How to Choose Not to Be Your Own Witness in Small Claims Court - dummies

How to Choose Not to Be Your Own Witness in Small Claims Court

By Judge Philip Straniere

If you’re filing your case in small claims court, you’re probably willing — if not downright eager — to be a witness and get into the courtroom and tell your side of the story. In most cases, it goes without saying that you’re going to serve as one of your own witnesses.

However, if you have agoraphobia, a fear of public places, or are afraid that you’ll blow your own case simply by opening your mouth, you may consider having someone else with knowledge of the facts testify in your place.

How to send someone to court in your stead

In most cases, whether you’re the plaintiff or the defendant in the case, you need to be the one standing in court if you want to win. You can’t give someone an affidavit or a power of attorney and have him stand in for you for the following reasons:

  • You’re the one who was there; you’re the one who knows the facts. It’s in your best interest to be the one presenting them.

  • Your opponent is legally entitled to cross-examine you in court. It’s impossible to cross-examine someone who doesn’t show up.

One exception to this rule is a situation in which you’re the owner of a car claiming property damages after a crash. However, your spouse was the driver of the car, so you don’t have information as to how the accident happened. The driver of each vehicle and any passengers or witnesses would be the ones to testify. You should attend the trial but you won’t get a speaking part.

How to use a power of attorney

Most people have heard of a power of attorney, but few people understand exactly what it means. A power of attorney is a document in which one person, the principal, appoints another person, the agent, to act in the principal’s place. In court, the agent is the attorney-in-fact for the principal.

So if you appoint your brother-in-law by using a power of attorney to stand in your place and make decisions for you in court, you’ve made him attorney-in-fact for the specific case. And you’d better have a lot of faith in his judgment, because his judgment, not yours, will determine how your case goes.

You can use a power of attorney for a specific event or transaction or give a general power of attorney to govern all of your affairs. You may want to use a power of attorney in small claims court if you can’t attend the trial yourself.

Suppose you and your spouse are plaintiffs, have an equal amount of information about the case, and both have an equal stake in the outcome. The day of the trial, one of your kids is sick, so one of you has to stay home. Your spouse gives you a power of attorney and with it, the authority to settle the case by a written agreement rather than go to trial.

Because both of you are plaintiffs with knowledge of the event, you wouldn’t need the power of attorney to participate in the trial. If you lack any knowledge of the event, having a power of attorney won’t help at the trial, because you’re basically window dressing and can’t testify as to the facts.

One situation in which a power of attorney can come in handy is if there are other witnesses to testify on your case. For example, your spouse owns the car your daughter was driving at the time of the accident. The property damage claim is brought in your spouse’s name, but she’s away on business. The power of attorney would allow you to participate in the trial.

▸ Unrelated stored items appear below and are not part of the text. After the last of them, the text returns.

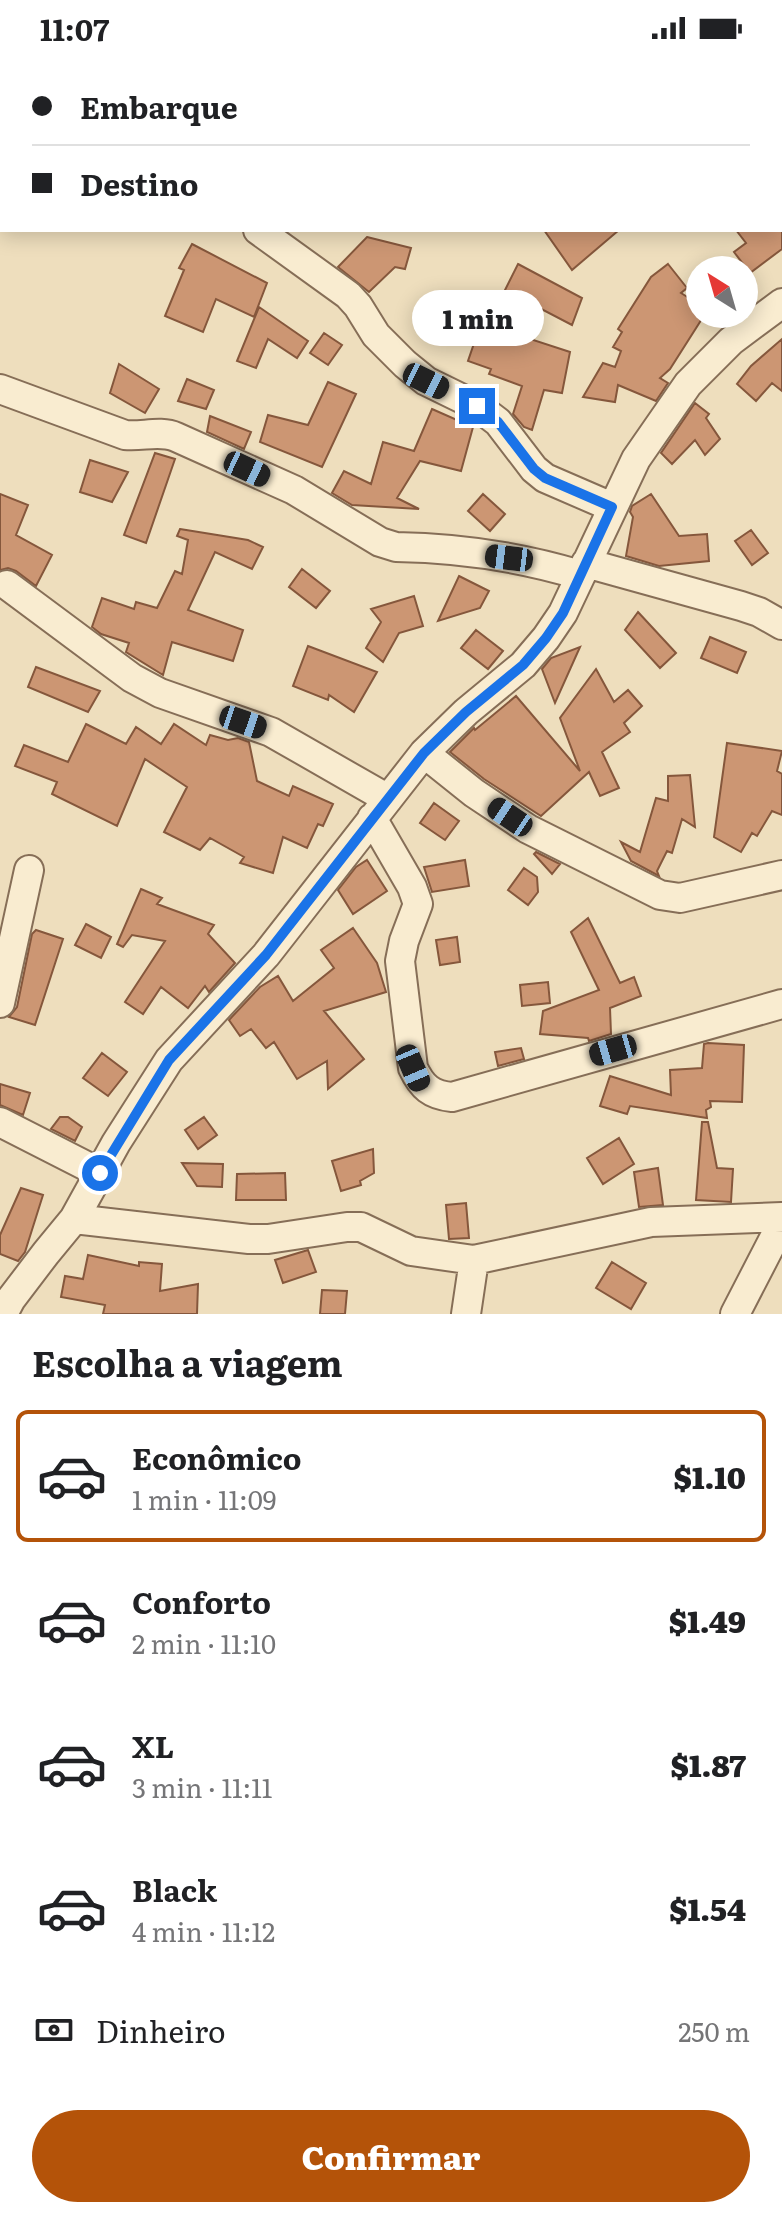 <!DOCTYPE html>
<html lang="pt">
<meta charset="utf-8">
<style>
body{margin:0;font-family:Literata,serif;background:#f6f6f6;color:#202124;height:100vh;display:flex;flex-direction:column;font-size:30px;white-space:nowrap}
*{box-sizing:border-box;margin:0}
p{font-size:26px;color:#757577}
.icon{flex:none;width:44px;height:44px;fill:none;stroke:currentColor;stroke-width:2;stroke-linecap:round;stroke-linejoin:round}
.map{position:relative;height:1258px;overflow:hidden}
.details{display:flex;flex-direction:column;background:#fff;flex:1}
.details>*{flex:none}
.banner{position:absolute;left:0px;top:0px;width:782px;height:176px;box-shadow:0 4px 20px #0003;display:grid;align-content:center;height:176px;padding:0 32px;background:#fff}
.needle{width:52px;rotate:323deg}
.buttons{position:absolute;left:686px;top:200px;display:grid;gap:16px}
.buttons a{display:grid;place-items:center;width:72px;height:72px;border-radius:50%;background:#fff;box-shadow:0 4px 20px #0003;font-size:40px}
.end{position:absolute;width:36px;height:36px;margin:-18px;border:10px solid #1a73e8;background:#fff;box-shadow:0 0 0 4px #fff}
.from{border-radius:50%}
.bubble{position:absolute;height:56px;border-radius:28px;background:#fff;box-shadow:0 4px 20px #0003;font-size:26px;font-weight:800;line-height:56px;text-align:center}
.car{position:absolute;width:24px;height:48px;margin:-24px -12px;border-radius:10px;box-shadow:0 0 6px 2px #0007;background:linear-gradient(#222 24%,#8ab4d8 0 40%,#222 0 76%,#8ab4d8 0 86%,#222 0)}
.banner b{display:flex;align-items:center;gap:28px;height:76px;font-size:30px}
.banner b+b{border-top:2px solid #e0e0e0}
.banner i{width:20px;height:20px;background:#202124}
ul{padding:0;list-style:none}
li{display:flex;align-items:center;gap:24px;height:132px;margin:0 16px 12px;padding:0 16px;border:4px solid transparent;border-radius:12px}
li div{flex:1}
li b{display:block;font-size:30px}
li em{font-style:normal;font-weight:800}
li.current{border-color:#b45309}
li>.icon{width:72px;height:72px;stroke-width:1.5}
h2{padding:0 32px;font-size:36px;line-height:96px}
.pay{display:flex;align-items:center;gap:20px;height:88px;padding:0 32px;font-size:30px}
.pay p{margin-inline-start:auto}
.action{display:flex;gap:16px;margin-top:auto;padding:16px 32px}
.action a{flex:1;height:92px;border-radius:48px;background:#b45309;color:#fff;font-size:32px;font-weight:800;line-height:92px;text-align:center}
.status{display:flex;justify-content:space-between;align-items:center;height:56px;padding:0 40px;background:#fff;direction:ltr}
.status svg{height:22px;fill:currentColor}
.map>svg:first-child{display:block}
.building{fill:#cc9673;stroke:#85573c;stroke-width:2}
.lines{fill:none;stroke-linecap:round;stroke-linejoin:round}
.street-casing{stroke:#866e57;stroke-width:32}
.street{stroke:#f9ecd0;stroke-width:28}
.route{stroke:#1a73e8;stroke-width:10}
</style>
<div class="status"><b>11:07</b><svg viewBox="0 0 49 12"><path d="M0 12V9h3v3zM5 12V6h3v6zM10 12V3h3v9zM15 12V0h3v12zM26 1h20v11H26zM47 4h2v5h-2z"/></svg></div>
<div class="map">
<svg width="782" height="1258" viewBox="0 0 782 1258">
<rect width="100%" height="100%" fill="#eedebd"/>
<path class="building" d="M544 174H619L572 214Z
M736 174H782V193L750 217 734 196 746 187Z
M367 181 411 192 405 213 395 211 369 236 338 211Z
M192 188 267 227 254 261 216 243 203 276 165 260 184 214 179 212Z
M518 208 582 242 572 269 505 234Z
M668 208 687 232 681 237 700 249V258H705L670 313 660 322 668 327 656 345 618 329 615 346 583 341 603 307 615 311 621 295 613 291 622 276 618 273 651 221Z
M259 251 308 285 297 302 268 283 256 312 237 305Z
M481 267 570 296 562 337 544 334 532 374 524 371 513 358 522 330 489 318 491 313 468 305Z
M324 277 342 289 328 309 310 297Z
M782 283V335L772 327 756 345 737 328 751 310Z
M119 308 159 333 145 357 110 337Z
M187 323 214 334 206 353 178 345Z
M328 326 356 338 322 411 260 386 268 359 308 369Z
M695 347 709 358 706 362 720 383 705 399 695 384 672 408 661 397Z
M432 353 473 371 461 415 420 405 397 442 419 453 352 449 332 437 344 415 371 428 383 386 414 395Z
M210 360 251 376 244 393 207 376Z
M155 397 175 403 146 487 124 479Z
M90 404 128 416 112 446 80 436Z
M0 438 28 449 16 479 52 499 36 530 16 515 8 512 0 514Z
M483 438 505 458 490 475 468 455Z
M651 438 679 480 707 478 709 505 659 510 626 500 633 461 630 456 632 450Z
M180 473 248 484 263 491 252 513 215 496 188 554 243 574 233 605 172 586 163 619 126 596 129 587 101 578 92 571 102 542 134 553 136 546 157 552 175 515 182 518 188 484 177 480Z
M751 474 768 497 752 509 735 485Z
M302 513 330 535 316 552 289 531Z
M459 520 489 535 480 552 438 565Z
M414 540 423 570 399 577 383 606 366 592 381 566 371 553Z
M638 556 676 597 660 612 625 574Z
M476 574 503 595 488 613 461 592Z
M710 581 746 596 737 617 701 602Z
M308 590 377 616 354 656 329 639 328 644 293 630Z
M580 591 555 647 542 613 551 602Z
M36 611 100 635 88 656 28 631Z
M596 613 614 646 628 634 642 650 624 667 630 676 602 696 619 732 600 740 589 716 541 760 484 723 450 696 474 672 475 674 516 640 580 715 560 662Z
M86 668 126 688 136 671 161 688 174 668 206 689 210 679 228 684 238 682 249 686 257 725 289 740 293 730 333 748 323 770 318 768 307 792 283 781 273 817 240 807 244 801 210 782 200 794 164 776 187 731 145 703 117 770 52 738 57 726 15 710 24 689 68 706Z
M727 687 782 695 777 715 782 718V759L772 755 757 780 752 777 741 796 714 781Z
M690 719 695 771 682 763 672 797 667 795 657 815 659 820 631 805 621 786 640 796 656 742 668 745V720Z
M434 747 459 765 445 784 420 767Z
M536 796 560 808 552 818 534 798Z
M367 804 387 835 353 858 338 834 356 811Z
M465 804 469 830 432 836 424 811Z
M524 812 537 821 538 836 528 849 508 834Z
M141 833 162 842 157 848 214 869 208 878 235 907 209 936 205 930 188 952 161 931 143 958 125 946 165 885 132 879 123 891 117 888Z
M588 862 620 927 634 921 641 940 610 952 611 978 589 985 588 982 540 978 543 955 599 934 571 876Z
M86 868 111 881 101 902 75 889Z
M353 872 377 907 386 936 324 955 364 1003 328 1033 327 1005 297 1023 274 986 266 992 251 973 240 980 229 964 260 931 278 920 293 945 334 912 321 894Z
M36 874 63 883 35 969 9 961 17 951 32 878Z
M457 881 460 906 440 909 436 884Z
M548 926 550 947 522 950 520 929Z
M708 987 744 989 742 1046 710 1045 711 1051 706 1054 707 1062 630 1050 627 1058 600 1050 610 1020 671 1039 670 1014 702 1012 704 988Z
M521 992 524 1003 498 1010 495 996Z
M102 997 127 1016 108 1040 83 1022Z
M0 1028 30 1037 23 1059 0 1049Z
M60 1061H68L82 1071 75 1085 51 1073Z
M204 1061 217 1079 198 1093 185 1074Z
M702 1066H708L717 1112 733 1113 731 1146 696 1144Z
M619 1082 634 1108 603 1128 587 1102Z
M373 1093 374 1117 360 1125 361 1129 341 1135 332 1105Z
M182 1107 223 1108 222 1131 197 1130Z
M658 1112 663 1149 639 1151 634 1116Z
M285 1117 286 1144H236L237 1118Z
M21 1132 43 1139 25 1196 18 1205 0 1198V1179Z
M466 1147 469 1182 449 1183 446 1149Z
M308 1194 316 1216 283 1227 275 1204Z
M88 1199 139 1210V1206L162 1208 160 1235 198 1228 197 1258H103L105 1249 61 1241 65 1220 83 1223Z
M612 1206 646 1227 631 1253 596 1232Z
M322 1234 347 1235 345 1258H320Z"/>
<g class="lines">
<g class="street-casing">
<path id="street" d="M748 0 750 2
M289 2 291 0
M780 35 782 36
M258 174 348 239 358 250 376 279 405 308 426 325 477 350 498 366 534 413 545 422 612 451
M0 333 125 379C142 381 160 374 176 381L294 434 380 486 396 491C458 492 521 501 580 519
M586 507 741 550 759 556 782 569
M7 529 132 622 160 637 271 676 388 743
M424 697 474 737 528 773 660 839 680 842 782 819
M372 762 412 831 418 848 404 885 400 905 413 1012C422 1031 431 1039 452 1041L782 948
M0 947 29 814
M0 1066 100 1117
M74 1163 249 1183H268L347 1171H361L411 1195 474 1204 651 1166 782 1161
M3 1258 11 1243 46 1197 74 1163 116 1087 169 1004 266 899 424 697 466 656 523 609 546 582 563 557 636 403 688 328 731 285 782 247
M466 1258 474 1204
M735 1258 782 1167"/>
</g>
<use href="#street" class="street"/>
</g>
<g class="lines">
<path class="route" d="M100 1117 169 1004 266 899 424 697 466 656 523 609 546 582 563 557 612 451 545 422 534 413 498 366 477 350"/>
</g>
</svg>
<div class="buttons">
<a><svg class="needle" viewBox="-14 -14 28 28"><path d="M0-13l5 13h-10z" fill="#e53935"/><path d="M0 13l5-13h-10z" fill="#757577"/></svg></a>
</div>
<i class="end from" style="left:100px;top:1117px"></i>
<i class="end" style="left:477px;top:350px"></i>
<div class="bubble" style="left:412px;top:234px;width:132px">1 min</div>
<i class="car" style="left:426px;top:325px;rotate:116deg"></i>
<i class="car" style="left:247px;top:413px;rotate:115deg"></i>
<i class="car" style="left:509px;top:502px;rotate:277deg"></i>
<i class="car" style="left:243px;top:666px;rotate:109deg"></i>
<i class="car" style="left:510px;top:761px;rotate:304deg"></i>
<i class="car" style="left:613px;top:994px;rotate:254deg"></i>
<i class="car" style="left:413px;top:1012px;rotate:157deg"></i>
<div class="banner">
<b><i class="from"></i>Embarque</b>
<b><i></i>Destino</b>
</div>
</div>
<section class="details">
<h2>Escolha a viagem</h2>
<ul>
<li class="current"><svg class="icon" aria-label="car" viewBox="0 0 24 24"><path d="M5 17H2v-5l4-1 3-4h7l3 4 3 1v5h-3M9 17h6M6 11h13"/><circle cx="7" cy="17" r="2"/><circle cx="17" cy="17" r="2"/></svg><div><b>Econômico</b><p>1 min · 11:09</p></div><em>$1.10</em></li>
<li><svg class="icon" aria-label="car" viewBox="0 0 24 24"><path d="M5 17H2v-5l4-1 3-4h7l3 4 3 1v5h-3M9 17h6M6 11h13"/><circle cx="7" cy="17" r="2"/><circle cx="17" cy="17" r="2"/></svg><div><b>Conforto</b><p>2 min · 11:10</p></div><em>$1.49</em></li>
<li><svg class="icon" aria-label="car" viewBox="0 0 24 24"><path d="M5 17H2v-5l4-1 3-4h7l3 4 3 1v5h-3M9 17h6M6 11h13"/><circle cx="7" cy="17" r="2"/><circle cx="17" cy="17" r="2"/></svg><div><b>XL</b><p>3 min · 11:11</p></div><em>$1.87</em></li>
<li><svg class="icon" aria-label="car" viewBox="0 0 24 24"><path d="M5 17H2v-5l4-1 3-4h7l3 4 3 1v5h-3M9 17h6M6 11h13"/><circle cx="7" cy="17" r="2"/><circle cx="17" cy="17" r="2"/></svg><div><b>Black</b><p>4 min · 11:12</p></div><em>$1.54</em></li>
</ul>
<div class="pay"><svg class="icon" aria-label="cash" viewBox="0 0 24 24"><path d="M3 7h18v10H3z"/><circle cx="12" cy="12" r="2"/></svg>Dinheiro<p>250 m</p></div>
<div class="action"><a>Confirmar</a></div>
</section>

How to obtain a power-of-attorney form

You must put a power of attorney in writing; an oral power of attorney is useless. Each state has its own preferred form for creating a power of attorney. If the form isn’t properly filled out, it’s ineffective.

Power-of-attorney forms are available in legal supply stores, office-supply stores, and even convenience stores. They also may be available online. The problem with buying a form at a place other than a legal supply store is that the state legislature sometimes changes the requirements for a valid power of attorney. If you use an old, undated form, then the attorney-in-fact is not properly established, making the form useless.

Sometimes banks and other such institutions have their own power-of-attorney forms. These may or may not comply with the statutory form in your state and the form preferred by the court system.

The same problem exists with a power of attorney you find online; because the forms aren’t universally accepted, an online version may not pass muster in your local court.

Determine whether you can use a power of attorney

Can you use a power of attorney in small claims court? Guess what. The answer is, as in so many other things in court, maybe. Some states don’t allow anyone to act as an attorney-in-fact; other states allow them, and some states allow them only in certain circumstances.

Even if your state permits you to use an attorney-in-fact, the small claims court may require you to submit your paperwork in advance of the trial so that the court can review the form and determine whether it’s properly executed.

If, for some reason, the court won’t accept the power-of-attorney forms for review before your trial date, it probably makes sense for you to have a lawyer either prepare the form for you or review it before you try to use it.

If you send someone to the trial with a power of attorney that’s not filled out properly, it will be deemed defective and may be fatal to your case. If you’re the plaintiff, your case will be dismissed. If you’re the defendant, the court may declare you in default and enter a judgment against you.